Homebrew (macOS Apple Silicon)

The easiest way to install on Apple Silicon Macs (M1/M2/M3/M4) — no Python required:

brew tap jonathansudhakar1/cloudcat https://github.com/jonathansudhakar1/cloudcat.git && brew install cloudcat

This installs a self-contained binary that includes Python and all dependencies.

Intel Mac users: Homebrew bottles are not available for Intel. Please use pip install 'cloudcat[all]' instead.

To upgrade:

brew update && brew upgrade cloudcat

Note: On first run, macOS may block the app. Go to System Settings > Privacy & Security and click "Allow", or run:
xattr -d com.apple.quarantine $(which cloudcat)

pip (Python)

# Full installation with all formats and compression
pip install 'cloudcat[all]'

# Standard installation (includes GCS, S3, and Azure support)
pip install cloudcat

# With Parquet file support
pip install 'cloudcat[parquet]'

# With Avro file support
pip install 'cloudcat[avro]'

# With ORC file support (uses pyarrow)
pip install 'cloudcat[orc]'

# With compression support (zstd, lz4, snappy)
pip install 'cloudcat[compression]'

Note: If using zsh (default on macOS), quotes around extras are required to prevent shell interpretation of brackets.

To upgrade:

pip install --upgrade 'cloudcat[all]'

Requirements

Homebrew: macOS (Apple Silicon only). Intel Mac users should use pip.
pip: Python 3.7+ (all platforms)
Cloud provider credentials configured (see Authentication)

Quick Start

# Preview a CSV file from GCS
cloudcat -p gcs://my-bucket/data.csv

# Preview a Parquet file from S3
cloudcat -p s3://my-bucket/analytics/events.parquet

# Preview JSON data from Azure with pretty formatting
cloudcat -p az://my-container/logs.json -o jsonp

# Read Avro files from Kafka
cloudcat -p s3://my-bucket/kafka-export.avro

# Read ORC files from Hive
cloudcat -p gcs://my-bucket/hive-table.orc

# Read log files as plain text
cloudcat -p az://logs/app.log -i text

# Read from a Spark output directory
cloudcat -p s3://my-bucket/spark-output/ -i parquet

# Read compressed files (auto-detected)
cloudcat -p gcs://my-bucket/data.csv.gz

# Filter rows with WHERE clause
cloudcat -p s3://bucket/users.parquet --where "status=active"

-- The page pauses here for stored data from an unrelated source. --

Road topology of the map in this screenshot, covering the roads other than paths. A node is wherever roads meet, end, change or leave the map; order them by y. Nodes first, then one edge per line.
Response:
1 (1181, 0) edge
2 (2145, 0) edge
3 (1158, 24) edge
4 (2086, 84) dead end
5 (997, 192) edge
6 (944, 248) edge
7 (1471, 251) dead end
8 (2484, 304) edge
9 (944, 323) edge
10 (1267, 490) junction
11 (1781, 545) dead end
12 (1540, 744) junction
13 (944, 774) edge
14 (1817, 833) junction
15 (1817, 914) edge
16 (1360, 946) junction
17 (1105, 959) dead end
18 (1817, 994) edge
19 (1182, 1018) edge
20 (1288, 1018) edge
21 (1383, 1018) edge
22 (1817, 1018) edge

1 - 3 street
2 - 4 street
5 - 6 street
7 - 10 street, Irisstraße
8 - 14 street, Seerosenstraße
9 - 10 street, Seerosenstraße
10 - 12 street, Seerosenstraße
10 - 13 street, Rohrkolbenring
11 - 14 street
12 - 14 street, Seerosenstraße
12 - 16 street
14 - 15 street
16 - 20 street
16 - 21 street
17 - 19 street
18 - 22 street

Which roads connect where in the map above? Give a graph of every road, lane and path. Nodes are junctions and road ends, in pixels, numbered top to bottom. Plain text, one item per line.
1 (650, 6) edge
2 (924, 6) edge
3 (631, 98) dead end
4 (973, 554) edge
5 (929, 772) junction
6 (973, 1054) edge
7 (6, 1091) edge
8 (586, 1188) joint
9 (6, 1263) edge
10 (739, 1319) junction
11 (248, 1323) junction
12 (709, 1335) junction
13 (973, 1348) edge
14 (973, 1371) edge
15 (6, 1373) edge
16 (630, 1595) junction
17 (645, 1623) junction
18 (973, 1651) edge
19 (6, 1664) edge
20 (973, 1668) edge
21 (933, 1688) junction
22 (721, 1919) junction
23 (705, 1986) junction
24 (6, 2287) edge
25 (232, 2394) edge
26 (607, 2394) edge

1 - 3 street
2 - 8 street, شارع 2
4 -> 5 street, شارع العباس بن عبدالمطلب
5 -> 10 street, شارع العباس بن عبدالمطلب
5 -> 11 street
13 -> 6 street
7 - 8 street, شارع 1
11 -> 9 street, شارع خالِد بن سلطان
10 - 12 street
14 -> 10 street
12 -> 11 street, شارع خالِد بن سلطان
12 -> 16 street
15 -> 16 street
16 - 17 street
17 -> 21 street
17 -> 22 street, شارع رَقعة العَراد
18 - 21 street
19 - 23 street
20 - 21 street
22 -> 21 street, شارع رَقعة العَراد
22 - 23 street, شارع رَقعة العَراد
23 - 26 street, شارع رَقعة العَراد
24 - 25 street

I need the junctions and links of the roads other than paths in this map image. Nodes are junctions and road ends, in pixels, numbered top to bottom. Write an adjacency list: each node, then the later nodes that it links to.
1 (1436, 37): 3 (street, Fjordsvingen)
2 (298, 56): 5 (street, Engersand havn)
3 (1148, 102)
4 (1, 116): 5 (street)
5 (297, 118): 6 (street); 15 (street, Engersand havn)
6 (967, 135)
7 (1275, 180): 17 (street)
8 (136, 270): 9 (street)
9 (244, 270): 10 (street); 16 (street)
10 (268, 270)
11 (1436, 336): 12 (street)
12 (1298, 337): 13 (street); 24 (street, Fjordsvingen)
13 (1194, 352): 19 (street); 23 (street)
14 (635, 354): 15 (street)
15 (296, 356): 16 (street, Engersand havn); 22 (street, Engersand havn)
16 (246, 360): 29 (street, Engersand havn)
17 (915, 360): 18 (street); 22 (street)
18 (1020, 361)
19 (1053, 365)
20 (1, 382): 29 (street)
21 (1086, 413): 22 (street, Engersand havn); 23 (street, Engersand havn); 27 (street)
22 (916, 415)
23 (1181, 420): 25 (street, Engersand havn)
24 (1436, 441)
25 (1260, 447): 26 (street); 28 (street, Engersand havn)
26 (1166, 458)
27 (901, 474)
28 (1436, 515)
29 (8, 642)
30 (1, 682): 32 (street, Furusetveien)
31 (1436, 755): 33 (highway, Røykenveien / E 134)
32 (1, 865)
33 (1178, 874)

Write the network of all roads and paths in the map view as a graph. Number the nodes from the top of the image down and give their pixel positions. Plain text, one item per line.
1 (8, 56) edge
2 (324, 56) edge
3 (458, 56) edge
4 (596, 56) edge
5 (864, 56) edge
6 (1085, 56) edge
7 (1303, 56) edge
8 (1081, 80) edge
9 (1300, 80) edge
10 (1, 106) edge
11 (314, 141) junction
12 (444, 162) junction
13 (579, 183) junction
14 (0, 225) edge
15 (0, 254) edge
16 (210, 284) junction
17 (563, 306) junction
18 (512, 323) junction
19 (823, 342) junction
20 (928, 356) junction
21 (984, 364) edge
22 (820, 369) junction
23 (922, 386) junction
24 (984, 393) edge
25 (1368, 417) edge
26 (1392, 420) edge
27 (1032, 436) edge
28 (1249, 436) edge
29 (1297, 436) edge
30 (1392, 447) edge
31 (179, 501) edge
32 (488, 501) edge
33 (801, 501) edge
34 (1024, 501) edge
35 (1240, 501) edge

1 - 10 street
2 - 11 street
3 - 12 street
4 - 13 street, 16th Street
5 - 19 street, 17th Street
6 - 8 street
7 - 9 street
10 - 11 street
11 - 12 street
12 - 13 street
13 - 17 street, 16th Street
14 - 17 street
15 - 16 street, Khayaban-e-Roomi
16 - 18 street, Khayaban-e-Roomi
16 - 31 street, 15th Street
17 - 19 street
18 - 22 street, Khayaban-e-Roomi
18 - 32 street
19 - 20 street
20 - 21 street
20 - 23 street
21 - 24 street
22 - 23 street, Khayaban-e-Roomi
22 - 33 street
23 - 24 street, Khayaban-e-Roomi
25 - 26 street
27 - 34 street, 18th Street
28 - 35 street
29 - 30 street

# Skip first 100 rows (pagination)
cloudcat -p gcs://bucket/data.csv --offset 100 -n 10

Features

Cloud Storage Support

Provider	URL Scheme	Status
Google Cloud Storage	`gcs://` or `gs://`	✅ Supported
Amazon S3	`s3://`	✅ Supported
Azure Blob Storage	`az://` or `azure://`	✅ Supported
Azure Data Lake Gen2	`abfss://`	✅ Supported

File Format Support

Format	Auto-Detect	Use Case
CSV	✅	General data files
JSON	✅	API responses, configs
JSON Lines	✅	Log files, streaming data
Parquet	✅	Spark/analytics data
Avro	✅	Kafka, data pipelines
ORC	✅	Hive, Hadoop ecosystem
Text	✅	Log files, plain text
TSV	Via `--delimiter`	Tab-separated data

Streaming Efficiency

CloudCat uses intelligent streaming to minimize data transfer and egress costs:

Format	Compression	Streams	Column Projection	Early Row Stop
Parquet	None/Internal	✅	✅ Range requests	✅
Parquet	External (.gz)	❌	❌	❌
ORC	None/Internal	❌	❌	❌
ORC	External (.gz)	❌	❌	❌
CSV	None	✅	❌	✅
CSV	gzip/zstd/lz4/bz2	✅	❌	✅
CSV	snappy	❌	❌	❌
JSON Lines	None/streamable	✅	❌	✅
JSON Array	Any	❌	❌	❌
Avro	Any	✅	✅ Record-level	✅
Text	Any streamable	✅	N/A	✅

Streams: Only reads data as needed, stops early when row limit is reached
Column Projection: For Parquet, only fetches required column chunks via HTTP range requests
Early Row Stop: Stops reading when --num-rows limit is reached

Compression Support

Format	Extension	Built-in	Use Case
Gzip	`.gz`, `.gzip`	✅	Most common, universal
Bzip2	`.bz2`	✅	High compression ratio
Zstandard	`.zst`, `.zstd`	Optional	Fast, modern compression
LZ4	`.lz4`	Optional	Very fast decompression
Snappy	`.snappy`	Optional	Hadoop ecosystem

CloudCat automatically detects and decompresses files based on extension (e.g., data.csv.gz, logs.json.zst).

Output Formats

Format	Flag	Description
Table	`-o table`	Beautiful ASCII table with colored headers (default)
JSON	`-o json`	Standard JSON Lines output
Pretty JSON	`-o jsonp`	Syntax-highlighted, indented JSON
CSV	`-o csv`	Comma-separated values

Key Capabilities

Schema Inspection — View column names and data types
Column Selection — Display only the columns you need
Row Limiting — Control how many rows to preview
Row Offset — Skip first N rows for pagination/sampling
WHERE Filtering — Filter rows with SQL-like conditions
Record Counting — Get total record counts (with Parquet metadata optimization)
Multi-File Reading — Combine data from multiple files in a directory
Custom Delimiters — Support for tab, pipe, semicolon, and other delimiters
Auto Decompression — Transparent handling of compressed files

Examples

Basic Usage

# Preview first 10 rows (default)
cloudcat -p gcs://bucket/data.csv

# Preview 50 rows
cloudcat -p s3://bucket/data.parquet -n 50

# Show only specific columns
cloudcat -p gcs://bucket/users.json -c id,name,email

# View schema only (no data)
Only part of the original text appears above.